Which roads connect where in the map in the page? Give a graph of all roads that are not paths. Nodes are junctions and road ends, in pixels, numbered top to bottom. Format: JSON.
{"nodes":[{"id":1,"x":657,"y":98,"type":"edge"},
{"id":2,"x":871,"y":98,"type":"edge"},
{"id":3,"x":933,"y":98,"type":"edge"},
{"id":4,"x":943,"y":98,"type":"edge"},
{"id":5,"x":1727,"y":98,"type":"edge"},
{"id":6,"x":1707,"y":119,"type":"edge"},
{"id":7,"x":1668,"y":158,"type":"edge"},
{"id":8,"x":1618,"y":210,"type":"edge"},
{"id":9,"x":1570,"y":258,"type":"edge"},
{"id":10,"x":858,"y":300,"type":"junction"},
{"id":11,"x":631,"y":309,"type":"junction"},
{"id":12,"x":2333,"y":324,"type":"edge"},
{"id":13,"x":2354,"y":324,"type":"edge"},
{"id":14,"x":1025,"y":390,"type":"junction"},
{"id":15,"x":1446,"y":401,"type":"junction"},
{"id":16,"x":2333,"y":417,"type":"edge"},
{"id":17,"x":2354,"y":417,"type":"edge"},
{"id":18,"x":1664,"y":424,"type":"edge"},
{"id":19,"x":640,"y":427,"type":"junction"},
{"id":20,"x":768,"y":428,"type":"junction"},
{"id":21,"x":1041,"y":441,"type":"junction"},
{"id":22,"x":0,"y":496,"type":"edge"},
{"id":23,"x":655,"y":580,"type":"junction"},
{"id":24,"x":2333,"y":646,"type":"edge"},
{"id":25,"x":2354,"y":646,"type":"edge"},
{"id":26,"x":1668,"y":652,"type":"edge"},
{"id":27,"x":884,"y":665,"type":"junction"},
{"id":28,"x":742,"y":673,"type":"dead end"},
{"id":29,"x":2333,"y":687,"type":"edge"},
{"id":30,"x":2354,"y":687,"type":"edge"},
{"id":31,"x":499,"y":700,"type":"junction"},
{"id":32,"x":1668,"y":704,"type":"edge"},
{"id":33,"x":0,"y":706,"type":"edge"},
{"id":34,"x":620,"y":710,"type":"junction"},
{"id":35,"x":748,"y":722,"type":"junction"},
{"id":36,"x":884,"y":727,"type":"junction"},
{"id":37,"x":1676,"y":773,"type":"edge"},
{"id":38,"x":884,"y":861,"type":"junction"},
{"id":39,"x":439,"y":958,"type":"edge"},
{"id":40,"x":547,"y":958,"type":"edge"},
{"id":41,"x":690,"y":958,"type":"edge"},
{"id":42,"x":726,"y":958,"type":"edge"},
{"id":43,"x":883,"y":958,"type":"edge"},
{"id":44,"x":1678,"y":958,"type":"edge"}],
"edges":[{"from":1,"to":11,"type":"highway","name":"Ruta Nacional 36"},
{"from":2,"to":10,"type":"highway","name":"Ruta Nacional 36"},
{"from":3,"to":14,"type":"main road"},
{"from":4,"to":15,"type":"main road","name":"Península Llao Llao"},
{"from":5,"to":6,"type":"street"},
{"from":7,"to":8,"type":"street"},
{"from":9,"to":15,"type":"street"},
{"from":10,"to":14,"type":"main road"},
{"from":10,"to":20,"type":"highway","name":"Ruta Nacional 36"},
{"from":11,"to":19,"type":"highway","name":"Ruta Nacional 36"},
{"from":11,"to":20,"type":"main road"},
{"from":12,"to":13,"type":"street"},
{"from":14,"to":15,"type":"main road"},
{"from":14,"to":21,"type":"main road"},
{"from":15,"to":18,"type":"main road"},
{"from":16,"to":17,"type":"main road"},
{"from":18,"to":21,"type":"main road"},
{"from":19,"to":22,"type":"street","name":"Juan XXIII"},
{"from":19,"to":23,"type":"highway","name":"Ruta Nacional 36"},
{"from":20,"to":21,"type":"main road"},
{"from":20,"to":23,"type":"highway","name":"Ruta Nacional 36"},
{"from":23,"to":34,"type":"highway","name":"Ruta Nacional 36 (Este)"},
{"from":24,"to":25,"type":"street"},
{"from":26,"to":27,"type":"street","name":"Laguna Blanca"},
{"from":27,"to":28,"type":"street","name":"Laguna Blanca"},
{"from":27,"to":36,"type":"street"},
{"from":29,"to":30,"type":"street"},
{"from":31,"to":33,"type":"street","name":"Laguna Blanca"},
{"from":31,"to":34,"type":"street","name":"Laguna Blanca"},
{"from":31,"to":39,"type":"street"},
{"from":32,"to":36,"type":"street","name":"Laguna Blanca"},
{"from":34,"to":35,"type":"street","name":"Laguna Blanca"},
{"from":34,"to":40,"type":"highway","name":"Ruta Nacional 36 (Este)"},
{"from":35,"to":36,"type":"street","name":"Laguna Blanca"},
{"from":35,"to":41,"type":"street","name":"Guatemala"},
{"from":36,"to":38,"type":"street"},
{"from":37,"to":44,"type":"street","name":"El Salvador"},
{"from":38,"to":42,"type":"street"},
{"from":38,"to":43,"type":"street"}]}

***

** Task goal **
Your reply should be all of the data, returned exactly.

** Reply **
Which roads connect where in the map in the page? Give a graph of all roads that are not paths. Nodes are junctions and road ends, in pixels, numbered top to bottom. Format: JSON.
{"nodes":[{"id":1,"x":657,"y":98,"type":"edge"},
{"id":2,"x":871,"y":98,"type":"edge"},
{"id":3,"x":933,"y":98,"type":"edge"},
{"id":4,"x":943,"y":98,"type":"edge"},
{"id":5,"x":1727,"y":98,"type":"edge"},
{"id":6,"x":1707,"y":119,"type":"edge"},
{"id":7,"x":1668,"y":158,"type":"edge"},
{"id":8,"x":1618,"y":210,"type":"edge"},
{"id":9,"x":1570,"y":258,"type":"edge"},
{"id":10,"x":858,"y":300,"type":"junction"},
{"id":11,"x":631,"y":309,"type":"junction"},
{"id":12,"x":2333,"y":324,"type":"edge"},
{"id":13,"x":2354,"y":324,"type":"edge"},
{"id":14,"x":1025,"y":390,"type":"junction"},
{"id":15,"x":1446,"y":401,"type":"junction"},
{"id":16,"x":2333,"y":417,"type":"edge"},
{"id":17,"x":2354,"y":417,"type":"edge"},
{"id":18,"x":1664,"y":424,"type":"edge"},
{"id":19,"x":640,"y":427,"type":"junction"},
{"id":20,"x":768,"y":428,"type":"junction"},
{"id":21,"x":1041,"y":441,"type":"junction"},
{"id":22,"x":0,"y":496,"type":"edge"},
{"id":23,"x":655,"y":580,"type":"junction"},
{"id":24,"x":2333,"y":646,"type":"edge"},
{"id":25,"x":2354,"y":646,"type":"edge"},
{"id":26,"x":1668,"y":652,"type":"edge"},
{"id":27,"x":884,"y":665,"type":"junction"},
{"id":28,"x":742,"y":673,"type":"dead end"},
{"id":29,"x":2333,"y":687,"type":"edge"},
{"id":30,"x":2354,"y":687,"type":"edge"},
{"id":31,"x":499,"y":700,"type":"junction"},
{"id":32,"x":1668,"y":704,"type":"edge"},
{"id":33,"x":0,"y":706,"type":"edge"},
{"id":34,"x":620,"y":710,"type":"junction"},
{"id":35,"x":748,"y":722,"type":"junction"},
{"id":36,"x":884,"y":727,"type":"junction"},
{"id":37,"x":1676,"y":773,"type":"edge"},
{"id":38,"x":884,"y":861,"type":"junction"},
{"id":39,"x":439,"y":958,"type":"edge"},
{"id":40,"x":547,"y":958,"type":"edge"},
{"id":41,"x":690,"y":958,"type":"edge"},
{"id":42,"x":726,"y":958,"type":"edge"},
{"id":43,"x":883,"y":958,"type":"edge"},
{"id":44,"x":1678,"y":958,"type":"edge"}],
"edges":[{"from":1,"to":11,"type":"highway","name":"Ruta Nacional 36"},
{"from":2,"to":10,"type":"highway","name":"Ruta Nacional 36"},
{"from":3,"to":14,"type":"main road"},
{"from":4,"to":15,"type":"main road","name":"Península Llao Llao"},
{"from":5,"to":6,"type":"street"},
{"from":7,"to":8,"type":"street"},
{"from":9,"to":15,"type":"street"},
{"from":10,"to":14,"type":"main road"},
{"from":10,"to":20,"type":"highway","name":"Ruta Nacional 36"},
{"from":11,"to":19,"type":"highway","name":"Ruta Nacional 36"},
{"from":11,"to":20,"type":"main road"},
{"from":12,"to":13,"type":"street"},
{"from":14,"to":15,"type":"main road"},
{"from":14,"to":21,"type":"main road"},
{"from":15,"to":18,"type":"main road"},
{"from":16,"to":17,"type":"main road"},
{"from":18,"to":21,"type":"main road"},
{"from":19,"to":22,"type":"street","name":"Juan XXIII"},
{"from":19,"to":23,"type":"highway","name":"Ruta Nacional 36"},
{"from":20,"to":21,"type":"main road"},
{"from":20,"to":23,"type":"highway","name":"Ruta Nacional 36"},
{"from":23,"to":34,"type":"highway","name":"Ruta Nacional 36 (Este)"},
{"from":24,"to":25,"type":"street"},
{"from":26,"to":27,"type":"street","name":"Laguna Blanca"},
{"from":27,"to":28,"type":"street","name":"Laguna Blanca"},
{"from":27,"to":36,"type":"street"},
{"from":29,"to":30,"type":"street"},
{"from":31,"to":33,"type":"street","name":"Laguna Blanca"},
{"from":31,"to":34,"type":"street","name":"Laguna Blanca"},
{"from":31,"to":39,"type":"street"},
{"from":32,"to":36,"type":"street","name":"Laguna Blanca"},
{"from":34,"to":35,"type":"street","name":"Laguna Blanca"},
{"from":34,"to":40,"type":"highway","name":"Ruta Nacional 36 (Este)"},
{"from":35,"to":36,"type":"street","name":"Laguna Blanca"},
{"from":35,"to":41,"type":"street","name":"Guatemala"},
{"from":36,"to":38,"type":"street"},
{"from":37,"to":44,"type":"street","name":"El Salvador"},
{"from":38,"to":42,"type":"street"},
{"from":38,"to":43,"type":"street"}]}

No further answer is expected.